Per parecchi giorni Nefer, Ounis
e Mirinri si fecero vedere ora nell'una ed ora nell'altra piazza del quartiere
degli stranieri, l'una pronunciando incantesimi ed insegnando ricette, l'altro
a far l'officio di cassiere ed il terzo a far rullare senza posa il suo tamburo
di terracotta, con una costanza invidiabile. Cominciavano ad impazientirsi ed a
temere che Ata non fosse riuscito a realizzare le sue speranze, quando la sera
del quindicesimo giorno da che si trovavano in Menfi, udirono a bussare alla
porta tre colpi.
Ounis e Mirinri, che temevano
sempre qualche sorpresa da parte delle spie di Pepi, afferrate le loro daghe si
erano slanciati nella prima stanza, interrompendo bruscamente il loro pasto
serale, risoluti a qualunque cimento. Udendo risuonare tre altri colpi, più
violenti dei primi, Mirinri che non era molto paziente e sempre pronto ad
affrontare qualunque pericolo, aveva chiesto con voce minacciosa:
«Chi è l'importuno che viene a
disturbarci?»
«Sono io: Ata. Silenzio, mio
signore.»
Mirinri aveva aperto e l'egiziano
era entrato rapidamente, chiudendo dietro di sé la porta.
«Temevo di non ritrovarvi più,»
disse.
«Perché?» chiese Ounis.
«Corre voce che Mirinri sia già
riuscito a mettere piede in Menfi.»
«Chi te lo ha detto?»
«Me lo ha riferito un mio amico
che ha relazione con la corte ed ha aggiunto che Pepi non dorme più tranquillo
e che ha sguinzagliato per tutta la città le sue guardie.»
«Lo sa la popolazione?» chiese
Mirinri che non sembrava affatto impressionato.
«Può darsi.»
«E sa che Mirinri è figlio del
grande Teti?»
«Gli amici di tuo padre, mio
signore, da anni e anni hanno sparsa la voce che il figlio del vincitore dei
Caldei non è misteriosamente scomparso come suo padre. È vero, Ounis?»

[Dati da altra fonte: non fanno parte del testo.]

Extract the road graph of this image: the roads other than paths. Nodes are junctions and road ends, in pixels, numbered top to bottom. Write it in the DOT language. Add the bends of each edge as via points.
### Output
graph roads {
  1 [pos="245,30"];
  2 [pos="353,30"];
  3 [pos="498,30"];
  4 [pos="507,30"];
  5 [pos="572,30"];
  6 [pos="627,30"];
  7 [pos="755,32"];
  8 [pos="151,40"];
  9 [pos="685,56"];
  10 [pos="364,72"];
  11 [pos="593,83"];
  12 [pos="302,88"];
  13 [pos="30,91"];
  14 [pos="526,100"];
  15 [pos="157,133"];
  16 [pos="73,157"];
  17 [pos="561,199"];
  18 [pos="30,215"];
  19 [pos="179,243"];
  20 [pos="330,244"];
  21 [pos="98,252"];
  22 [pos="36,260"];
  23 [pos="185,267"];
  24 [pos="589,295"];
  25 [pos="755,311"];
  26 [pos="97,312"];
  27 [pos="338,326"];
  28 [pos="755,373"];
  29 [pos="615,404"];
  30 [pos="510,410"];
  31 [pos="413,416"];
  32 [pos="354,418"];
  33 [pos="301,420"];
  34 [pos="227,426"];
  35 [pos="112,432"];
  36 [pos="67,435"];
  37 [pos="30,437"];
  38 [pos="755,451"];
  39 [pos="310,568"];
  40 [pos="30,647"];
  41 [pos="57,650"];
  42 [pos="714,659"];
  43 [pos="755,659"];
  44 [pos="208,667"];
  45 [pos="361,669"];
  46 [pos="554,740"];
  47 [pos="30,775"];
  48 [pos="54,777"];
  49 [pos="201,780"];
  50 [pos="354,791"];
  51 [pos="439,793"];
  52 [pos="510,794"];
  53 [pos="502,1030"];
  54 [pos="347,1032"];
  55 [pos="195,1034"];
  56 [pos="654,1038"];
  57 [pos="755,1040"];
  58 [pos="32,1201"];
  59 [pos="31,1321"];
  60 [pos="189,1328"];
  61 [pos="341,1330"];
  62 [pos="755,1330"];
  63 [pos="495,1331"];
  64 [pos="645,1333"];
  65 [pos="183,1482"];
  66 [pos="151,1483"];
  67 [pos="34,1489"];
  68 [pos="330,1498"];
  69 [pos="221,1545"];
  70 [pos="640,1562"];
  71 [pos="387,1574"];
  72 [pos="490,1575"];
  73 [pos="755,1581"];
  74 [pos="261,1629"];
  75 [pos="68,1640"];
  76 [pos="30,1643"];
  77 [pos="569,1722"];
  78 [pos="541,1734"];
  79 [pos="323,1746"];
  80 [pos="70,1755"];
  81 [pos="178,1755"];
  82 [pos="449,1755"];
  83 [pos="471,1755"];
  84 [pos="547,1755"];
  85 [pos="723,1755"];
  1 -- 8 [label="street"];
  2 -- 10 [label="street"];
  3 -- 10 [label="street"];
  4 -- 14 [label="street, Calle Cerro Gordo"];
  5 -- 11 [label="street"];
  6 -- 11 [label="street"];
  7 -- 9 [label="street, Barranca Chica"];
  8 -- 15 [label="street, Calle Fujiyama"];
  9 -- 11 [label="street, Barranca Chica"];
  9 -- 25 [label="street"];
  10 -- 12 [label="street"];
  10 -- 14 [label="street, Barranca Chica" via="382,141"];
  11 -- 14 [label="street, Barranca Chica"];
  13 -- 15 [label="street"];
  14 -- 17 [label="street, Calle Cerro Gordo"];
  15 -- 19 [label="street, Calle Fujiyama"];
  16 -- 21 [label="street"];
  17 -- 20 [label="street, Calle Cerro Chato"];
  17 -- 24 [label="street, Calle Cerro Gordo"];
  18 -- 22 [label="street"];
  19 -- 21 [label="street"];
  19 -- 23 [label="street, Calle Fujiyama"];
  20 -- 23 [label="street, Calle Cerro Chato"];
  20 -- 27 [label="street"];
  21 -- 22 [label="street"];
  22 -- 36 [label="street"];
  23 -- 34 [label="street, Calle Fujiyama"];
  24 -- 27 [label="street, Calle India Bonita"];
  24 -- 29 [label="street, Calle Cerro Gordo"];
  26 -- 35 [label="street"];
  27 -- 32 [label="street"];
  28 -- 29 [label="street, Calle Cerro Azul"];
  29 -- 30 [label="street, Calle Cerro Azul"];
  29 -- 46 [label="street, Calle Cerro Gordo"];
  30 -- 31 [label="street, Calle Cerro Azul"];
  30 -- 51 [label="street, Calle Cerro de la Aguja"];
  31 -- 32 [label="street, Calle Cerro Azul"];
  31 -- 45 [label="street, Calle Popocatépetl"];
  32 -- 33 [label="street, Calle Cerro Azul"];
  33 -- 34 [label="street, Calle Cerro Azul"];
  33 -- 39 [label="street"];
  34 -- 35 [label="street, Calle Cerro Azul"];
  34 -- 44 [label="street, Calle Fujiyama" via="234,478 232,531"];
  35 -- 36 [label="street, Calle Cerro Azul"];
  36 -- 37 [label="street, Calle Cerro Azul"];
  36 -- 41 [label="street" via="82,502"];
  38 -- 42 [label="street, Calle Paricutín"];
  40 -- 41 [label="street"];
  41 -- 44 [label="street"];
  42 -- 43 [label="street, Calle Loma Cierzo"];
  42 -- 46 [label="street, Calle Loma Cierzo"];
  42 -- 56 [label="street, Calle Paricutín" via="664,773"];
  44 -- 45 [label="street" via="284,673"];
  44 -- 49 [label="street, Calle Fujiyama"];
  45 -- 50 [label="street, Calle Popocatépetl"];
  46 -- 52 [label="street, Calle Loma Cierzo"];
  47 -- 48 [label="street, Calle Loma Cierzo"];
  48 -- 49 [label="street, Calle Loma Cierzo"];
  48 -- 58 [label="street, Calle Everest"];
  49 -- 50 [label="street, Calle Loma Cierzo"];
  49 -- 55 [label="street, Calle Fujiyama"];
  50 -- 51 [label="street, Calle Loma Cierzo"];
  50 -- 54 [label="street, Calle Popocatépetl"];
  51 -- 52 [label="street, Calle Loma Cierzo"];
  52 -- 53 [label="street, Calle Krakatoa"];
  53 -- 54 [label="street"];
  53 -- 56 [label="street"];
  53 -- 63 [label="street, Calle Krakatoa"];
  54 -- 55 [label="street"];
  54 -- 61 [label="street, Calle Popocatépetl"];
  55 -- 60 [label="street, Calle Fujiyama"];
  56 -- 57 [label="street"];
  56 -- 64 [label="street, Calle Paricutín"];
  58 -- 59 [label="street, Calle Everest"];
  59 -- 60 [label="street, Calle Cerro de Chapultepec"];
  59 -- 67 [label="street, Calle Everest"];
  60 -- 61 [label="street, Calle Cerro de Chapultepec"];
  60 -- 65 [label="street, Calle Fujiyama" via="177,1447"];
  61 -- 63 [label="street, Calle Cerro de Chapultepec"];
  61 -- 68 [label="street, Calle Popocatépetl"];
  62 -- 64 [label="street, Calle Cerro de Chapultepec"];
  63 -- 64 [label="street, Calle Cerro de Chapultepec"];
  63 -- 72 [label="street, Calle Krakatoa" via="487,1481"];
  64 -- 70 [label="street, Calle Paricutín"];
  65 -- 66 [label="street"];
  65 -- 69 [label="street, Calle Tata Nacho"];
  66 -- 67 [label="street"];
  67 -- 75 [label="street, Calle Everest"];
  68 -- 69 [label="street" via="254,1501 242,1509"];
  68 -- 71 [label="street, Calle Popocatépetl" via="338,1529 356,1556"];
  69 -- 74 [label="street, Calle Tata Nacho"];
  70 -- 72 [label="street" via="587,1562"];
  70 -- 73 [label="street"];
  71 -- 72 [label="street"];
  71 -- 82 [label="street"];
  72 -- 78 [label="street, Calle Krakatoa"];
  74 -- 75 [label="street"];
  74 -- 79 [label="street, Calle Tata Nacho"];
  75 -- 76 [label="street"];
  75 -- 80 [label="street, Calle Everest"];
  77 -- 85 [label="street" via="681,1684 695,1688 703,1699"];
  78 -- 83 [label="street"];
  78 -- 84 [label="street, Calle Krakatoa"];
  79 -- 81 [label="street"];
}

Il vecchio approvò con un gesto
del capo.
«Ah! Il popolo lo sa che io sono
ancora vivo e che un giorno andrò a chiedere stretto conto, all'usurpatore, del
trono che mi ha rubato.»
«Sì, mio signore.»
«E mi attende?»
«Forse.»
«Forse!» esclamò Mirinri,
corrugando la fronte.
«Pepi è possente: è re
dell'Egitto.»
«Un ladro!» proruppe Mirinri,
violentemente. «Vedremo se il giorno in cui, su un carro di battaglia,
percorrerò le vie dell'orgogliosa Menfi, proclamandomi re della stirpe
faraonica ed evocando le glorie di mio padre, il popolo rimarrà insensibile. Io
solo sono il Figlio diretto del Sole! Io solo discendo da Râ e da Osiride!»
«Ecco il figlio di Teti,» disse
Ounis, con un sorriso d'orgoglio. «È il sangue del guerriero che parla. Sì, tu
un giorno sarai un grande re, Mirinri! Nel deserto il tuo cuore sonnecchiava;
l'aria di Menfi l'ha risvegliato. Ata, che cosa ci rechi tu?»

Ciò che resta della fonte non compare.